[WORKING DATA]
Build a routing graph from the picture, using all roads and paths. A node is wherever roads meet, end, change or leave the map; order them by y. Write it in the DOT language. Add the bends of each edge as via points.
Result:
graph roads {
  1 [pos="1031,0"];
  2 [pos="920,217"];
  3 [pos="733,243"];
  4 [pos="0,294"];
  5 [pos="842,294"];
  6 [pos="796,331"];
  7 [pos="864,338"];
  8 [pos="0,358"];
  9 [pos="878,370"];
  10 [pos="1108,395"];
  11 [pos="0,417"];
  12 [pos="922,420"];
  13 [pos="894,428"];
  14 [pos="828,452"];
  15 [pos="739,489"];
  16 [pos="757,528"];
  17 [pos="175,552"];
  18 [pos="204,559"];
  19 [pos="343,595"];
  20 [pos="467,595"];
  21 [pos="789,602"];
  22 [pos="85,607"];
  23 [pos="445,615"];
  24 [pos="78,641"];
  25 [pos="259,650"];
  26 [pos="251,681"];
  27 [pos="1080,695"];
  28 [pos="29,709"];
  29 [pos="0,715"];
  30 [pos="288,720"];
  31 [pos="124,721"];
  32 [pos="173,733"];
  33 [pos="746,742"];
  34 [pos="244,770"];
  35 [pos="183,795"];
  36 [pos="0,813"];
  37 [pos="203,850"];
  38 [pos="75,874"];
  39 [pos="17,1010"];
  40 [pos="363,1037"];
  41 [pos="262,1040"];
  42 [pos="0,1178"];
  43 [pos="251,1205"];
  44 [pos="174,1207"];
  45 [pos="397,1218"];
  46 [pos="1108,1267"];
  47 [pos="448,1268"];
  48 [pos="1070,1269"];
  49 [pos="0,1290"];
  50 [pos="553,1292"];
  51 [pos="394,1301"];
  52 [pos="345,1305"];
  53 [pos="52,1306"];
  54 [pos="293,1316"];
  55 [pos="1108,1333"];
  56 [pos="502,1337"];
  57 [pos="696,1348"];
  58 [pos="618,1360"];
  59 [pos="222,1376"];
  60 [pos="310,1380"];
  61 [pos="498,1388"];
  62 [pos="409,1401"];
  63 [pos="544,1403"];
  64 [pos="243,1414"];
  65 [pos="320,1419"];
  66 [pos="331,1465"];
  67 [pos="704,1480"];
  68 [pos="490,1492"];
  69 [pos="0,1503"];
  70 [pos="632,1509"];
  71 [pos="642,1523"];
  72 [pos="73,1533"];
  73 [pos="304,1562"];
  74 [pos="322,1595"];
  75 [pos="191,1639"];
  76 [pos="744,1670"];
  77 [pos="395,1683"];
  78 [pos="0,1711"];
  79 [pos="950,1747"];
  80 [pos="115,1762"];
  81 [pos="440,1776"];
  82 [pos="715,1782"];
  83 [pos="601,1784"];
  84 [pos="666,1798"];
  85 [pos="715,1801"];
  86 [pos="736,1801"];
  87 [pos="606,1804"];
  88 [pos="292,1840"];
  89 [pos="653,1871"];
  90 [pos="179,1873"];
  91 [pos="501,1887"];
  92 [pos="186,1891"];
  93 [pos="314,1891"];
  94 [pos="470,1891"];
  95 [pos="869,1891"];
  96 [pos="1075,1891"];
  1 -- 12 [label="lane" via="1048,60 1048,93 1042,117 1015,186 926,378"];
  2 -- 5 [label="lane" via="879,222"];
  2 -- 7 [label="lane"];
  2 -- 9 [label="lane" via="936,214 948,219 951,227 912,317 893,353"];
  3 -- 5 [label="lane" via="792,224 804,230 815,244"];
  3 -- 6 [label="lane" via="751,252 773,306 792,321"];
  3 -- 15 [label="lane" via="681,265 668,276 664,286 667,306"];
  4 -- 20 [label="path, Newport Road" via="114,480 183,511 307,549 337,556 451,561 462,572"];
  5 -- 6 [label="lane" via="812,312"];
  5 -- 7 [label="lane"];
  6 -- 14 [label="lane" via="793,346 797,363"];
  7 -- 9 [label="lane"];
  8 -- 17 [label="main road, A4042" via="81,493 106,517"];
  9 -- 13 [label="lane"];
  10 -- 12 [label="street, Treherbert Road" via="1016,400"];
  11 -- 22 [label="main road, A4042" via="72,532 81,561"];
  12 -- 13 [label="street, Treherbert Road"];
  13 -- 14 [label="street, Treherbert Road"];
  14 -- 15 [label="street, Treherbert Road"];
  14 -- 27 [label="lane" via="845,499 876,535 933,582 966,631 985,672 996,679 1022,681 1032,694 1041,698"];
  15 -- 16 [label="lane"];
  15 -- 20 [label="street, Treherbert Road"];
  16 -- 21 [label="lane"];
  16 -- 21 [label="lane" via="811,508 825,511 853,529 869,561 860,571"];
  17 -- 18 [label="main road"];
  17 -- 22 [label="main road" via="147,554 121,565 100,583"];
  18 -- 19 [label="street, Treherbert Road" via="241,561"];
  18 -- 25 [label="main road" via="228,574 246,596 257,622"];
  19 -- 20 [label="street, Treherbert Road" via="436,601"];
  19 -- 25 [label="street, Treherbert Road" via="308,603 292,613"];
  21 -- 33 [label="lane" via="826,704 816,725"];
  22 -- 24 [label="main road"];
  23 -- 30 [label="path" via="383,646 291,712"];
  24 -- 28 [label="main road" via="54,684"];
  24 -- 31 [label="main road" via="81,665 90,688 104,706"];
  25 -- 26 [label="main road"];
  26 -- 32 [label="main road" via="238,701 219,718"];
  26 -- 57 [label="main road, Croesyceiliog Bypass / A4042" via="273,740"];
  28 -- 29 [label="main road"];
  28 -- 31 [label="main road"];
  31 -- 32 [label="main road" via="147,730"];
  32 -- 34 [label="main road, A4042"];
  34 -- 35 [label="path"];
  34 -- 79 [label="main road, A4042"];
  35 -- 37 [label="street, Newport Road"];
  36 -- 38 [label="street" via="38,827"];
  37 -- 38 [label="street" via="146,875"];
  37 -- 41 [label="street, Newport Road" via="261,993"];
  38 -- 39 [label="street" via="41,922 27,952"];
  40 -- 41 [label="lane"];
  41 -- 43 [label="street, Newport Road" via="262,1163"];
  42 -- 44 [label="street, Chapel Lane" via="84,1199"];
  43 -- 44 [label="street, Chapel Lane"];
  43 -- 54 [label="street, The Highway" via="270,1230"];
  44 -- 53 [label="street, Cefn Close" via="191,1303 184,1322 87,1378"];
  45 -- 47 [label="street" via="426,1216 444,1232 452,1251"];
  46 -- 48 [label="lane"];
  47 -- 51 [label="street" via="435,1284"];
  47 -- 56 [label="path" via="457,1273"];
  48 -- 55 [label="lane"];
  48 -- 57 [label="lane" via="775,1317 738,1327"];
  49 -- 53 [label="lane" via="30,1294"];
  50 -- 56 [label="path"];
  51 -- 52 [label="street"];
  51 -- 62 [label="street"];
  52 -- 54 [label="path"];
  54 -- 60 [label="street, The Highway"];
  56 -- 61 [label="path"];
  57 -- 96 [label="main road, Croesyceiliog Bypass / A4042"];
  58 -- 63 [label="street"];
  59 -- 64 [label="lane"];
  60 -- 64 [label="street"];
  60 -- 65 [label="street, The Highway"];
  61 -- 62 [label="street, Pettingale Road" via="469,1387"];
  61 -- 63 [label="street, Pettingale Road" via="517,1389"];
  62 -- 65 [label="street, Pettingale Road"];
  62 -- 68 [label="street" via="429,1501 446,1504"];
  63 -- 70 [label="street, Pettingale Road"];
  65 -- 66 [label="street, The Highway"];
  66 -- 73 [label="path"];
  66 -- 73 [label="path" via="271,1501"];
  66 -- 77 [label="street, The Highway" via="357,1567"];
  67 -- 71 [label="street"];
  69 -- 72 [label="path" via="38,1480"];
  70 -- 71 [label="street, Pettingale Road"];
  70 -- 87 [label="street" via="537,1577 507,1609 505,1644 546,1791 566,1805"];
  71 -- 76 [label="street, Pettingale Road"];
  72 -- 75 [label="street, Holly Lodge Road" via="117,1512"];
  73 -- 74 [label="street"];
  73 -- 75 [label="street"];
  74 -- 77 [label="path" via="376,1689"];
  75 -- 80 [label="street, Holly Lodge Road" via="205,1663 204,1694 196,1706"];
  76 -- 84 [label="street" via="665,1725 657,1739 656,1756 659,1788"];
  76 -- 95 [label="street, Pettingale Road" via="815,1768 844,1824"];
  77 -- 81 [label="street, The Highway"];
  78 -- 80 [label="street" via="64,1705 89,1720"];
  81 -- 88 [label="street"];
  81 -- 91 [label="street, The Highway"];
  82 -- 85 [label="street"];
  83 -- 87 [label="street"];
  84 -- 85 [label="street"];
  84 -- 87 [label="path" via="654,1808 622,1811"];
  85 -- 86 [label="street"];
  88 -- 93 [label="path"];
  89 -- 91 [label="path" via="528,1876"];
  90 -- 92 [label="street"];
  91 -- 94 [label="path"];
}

[TASK BRIEF]
In the listing above, find each line containing "Bypass" and copy it.

[SOLUTION BELOW]
  26 -- 57 [label="main road, Croesyceiliog Bypass / A4042" via="273,740"];
  57 -- 96 [label="main road, Croesyceiliog Bypass / A4042"];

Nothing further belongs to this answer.